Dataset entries
==============================

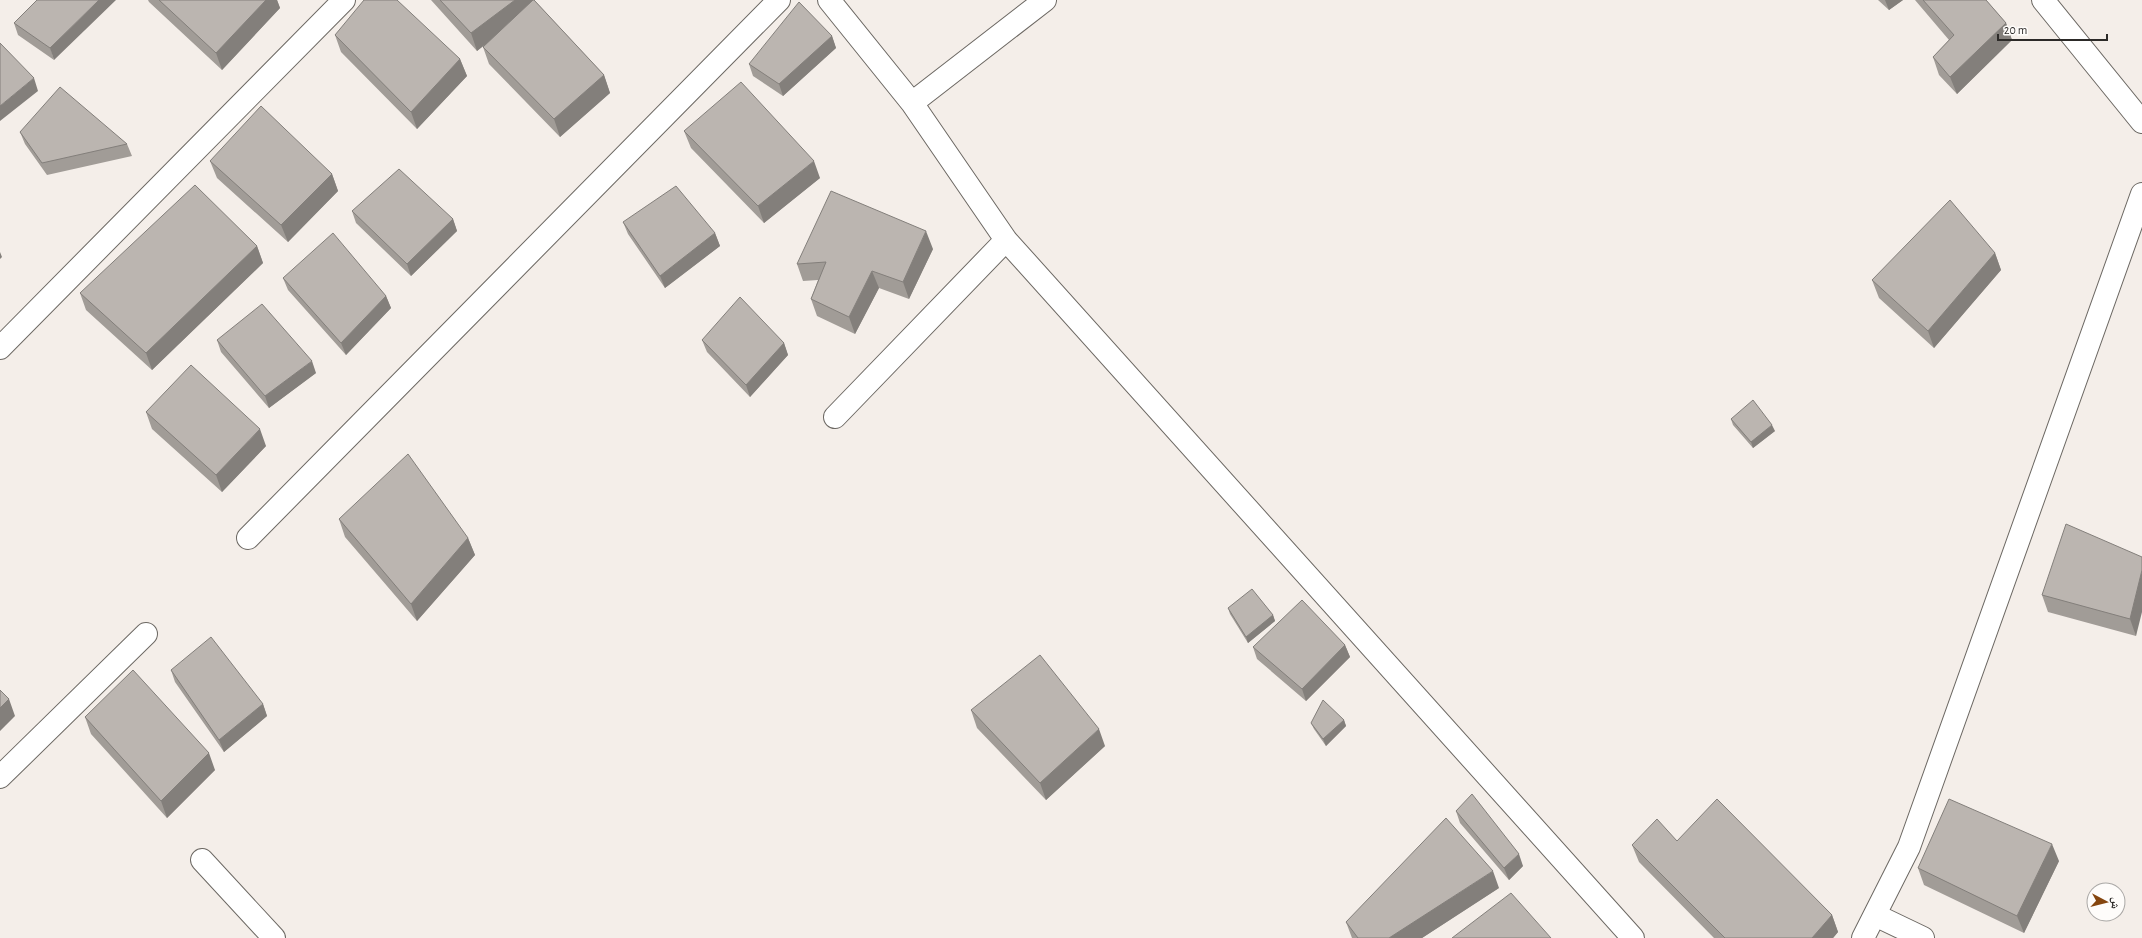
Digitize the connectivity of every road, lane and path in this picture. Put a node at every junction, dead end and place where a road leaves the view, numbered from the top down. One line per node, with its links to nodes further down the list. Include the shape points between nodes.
1 (344, 0): 10 (street)
2 (779, 0): 12 (street)
3 (829, 0): 6 (street)
4 (1045, 0): 6 (street)
5 (2042, 0): 7 (street)
6 (912, 103): 9 (street)
7 (2142, 122)
8 (2142, 194): 16 (street, via 1909,847)
9 (1006, 240): 11 (street); 18 (street)
10 (0, 348)
11 (835, 417)
12 (248, 538)
13 (146, 634): 14 (street)
14 (0, 776)
15 (202, 860): 17 (street)
16 (1875, 915): 19 (street); 20 (street)
17 (274, 938)
18 (1633, 938)
19 (1863, 938)
20 (1923, 938)

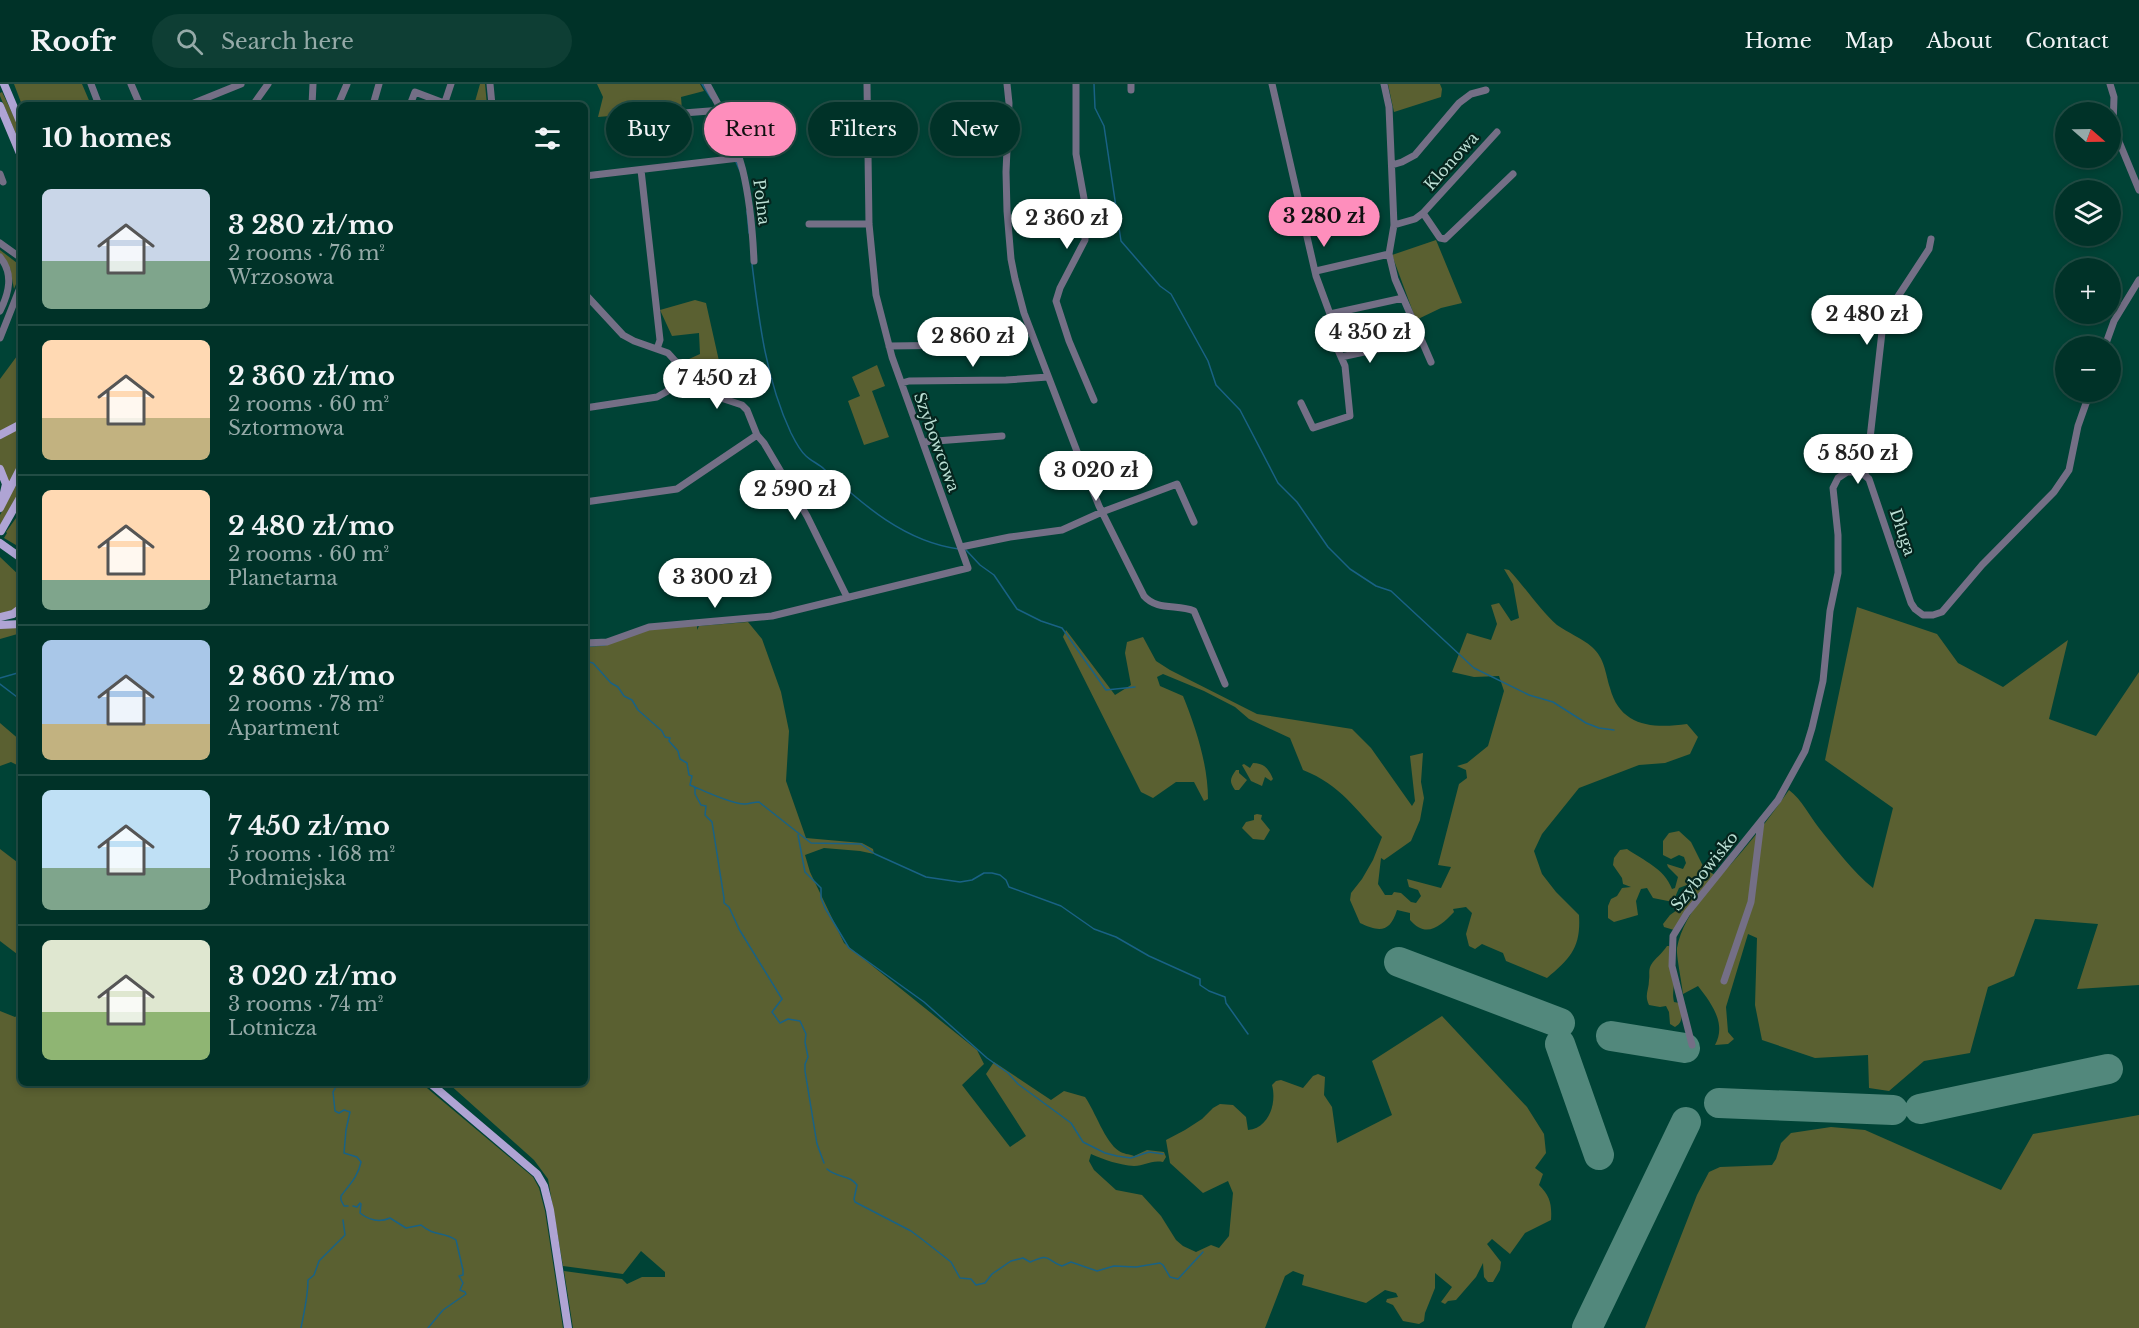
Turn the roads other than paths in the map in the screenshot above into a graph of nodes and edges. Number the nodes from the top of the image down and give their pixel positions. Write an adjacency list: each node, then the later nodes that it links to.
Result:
1 (4, 84): 32 (main road)
2 (90, 84): 19 (street)
3 (131, 84): 20 (street)
4 (241, 84): 21 (street)
5 (268, 84): 22 (street)
6 (313, 84): 23 (street)
7 (347, 84): 24 (street)
8 (379, 84): 25 (street)
9 (451, 84): 28 (street)
10 (490, 84): 29 (street)
11 (707, 84): 30 (street, Polna)
12 (867, 84): 45 (street, Szybowcowa)
13 (1008, 84): 69 (street)
14 (1076, 84): 71 (street)
15 (1272, 84): 53 (street)
16 (1384, 84): 36 (street)
17 (2110, 84): 42 (street)
18 (1486, 90): 36 (street)
19 (98, 102)
20 (139, 102)
21 (196, 102)
22 (255, 102)
23 (312, 102)
24 (339, 102)
25 (374, 102)
26 (411, 102): 27 (street)
27 (439, 102)
28 (445, 102)
29 (492, 102)
30 (717, 102)
31 (0, 106): 34 (main road)
32 (18, 117)
33 (1497, 132): 43 (street, Klonowa)
34 (18, 149)
35 (739, 158): 37 (street); 52 (street, Polna)
36 (1392, 165): 46 (street)
37 (641, 170): 40 (street); 65 (street)
38 (0, 174): 41 (street)
39 (1513, 174): 43 (street)
40 (588, 176)
41 (3, 182)
42 (2139, 190)
43 (1423, 213): 46 (street, Klonowa)
44 (809, 224): 45 (street)
45 (869, 224): 63 (street, Szybowcowa)
46 (1395, 225): 49 (street)
47 (1931, 239): 82 (street)
48 (0, 243): 50 (street)
49 (1389, 254): 53 (street); 57 (street)
50 (18, 256)
51 (0, 257): 58 (street)
52 (754, 261)
53 (1316, 271): 59 (street)
54 (2139, 280): 60 (street)
55 (18, 293): 61 (street)
56 (588, 297): 65 (street)
57 (1403, 298): 59 (street); 67 (street)
58 (0, 311)
59 (1330, 314): 66 (street)
60 (2109, 336)
61 (0, 338)
62 (969, 345): 63 (street)
63 (889, 346): 70 (street, Szybowcowa)
64 (1392, 346): 66 (street)
65 (657, 349): 68 (street)
66 (1341, 357): 73 (street)
67 (1431, 362)
68 (687, 374): 74 (street); 77 (street)
69 (1048, 377): 70 (street); 88 (street)
70 (902, 383): 79 (street, Szybowcowa)
71 (1094, 400)
72 (2086, 402): 82 (street, Długa)
73 (1301, 404)
74 (588, 408)
75 (18, 426): 76 (main road)
76 (0, 435)
77 (758, 435): 84 (street); 97 (street)
78 (1002, 436): 79 (street)
79 (923, 442): 92 (street, Szybowcowa)
80 (0, 469): 85 (main road)
81 (18, 473): 86 (main road)
82 (1865, 474): 104 (street, Szybowisko)
83 (18, 501): 90 (main road)
84 (588, 502)
85 (0, 503)
86 (0, 508)
87 (18, 512): 90 (main road)
88 (1102, 512): 89 (street); 92 (street); 103 (street)
89 (1194, 522)
90 (1, 532)
91 (0, 543): 94 (main road)
92 (961, 547): 97 (street, Szybowcowa)
93 (0, 548): 94 (main road)
94 (10, 553): 95 (main road); 96 (main road)
95 (18, 557)
96 (18, 563)
97 (847, 597): 102 (street)
98 (18, 610): 99 (main road)
99 (0, 616)
100 (18, 624): 101 (main road)
101 (0, 625)
102 (588, 643)
103 (1226, 684)
104 (1761, 822): 105 (street, Szybowisko); 106 (street, Szybowisko)
105 (1724, 981)
106 (1692, 1045)
107 (434, 1086): 108 (main road)
108 (568, 1328)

==============================

WHAT YOU WILL DO: Copy all the lines from the data above that hold the word "Szybowcowa".

REPLY:
12 (867, 84): 45 (street, Szybowcowa)
45 (869, 224): 63 (street, Szybowcowa)
63 (889, 346): 70 (street, Szybowcowa)
70 (902, 383): 79 (street, Szybowcowa)
79 (923, 442): 92 (street, Szybowcowa)
92 (961, 547): 97 (street, Szybowcowa)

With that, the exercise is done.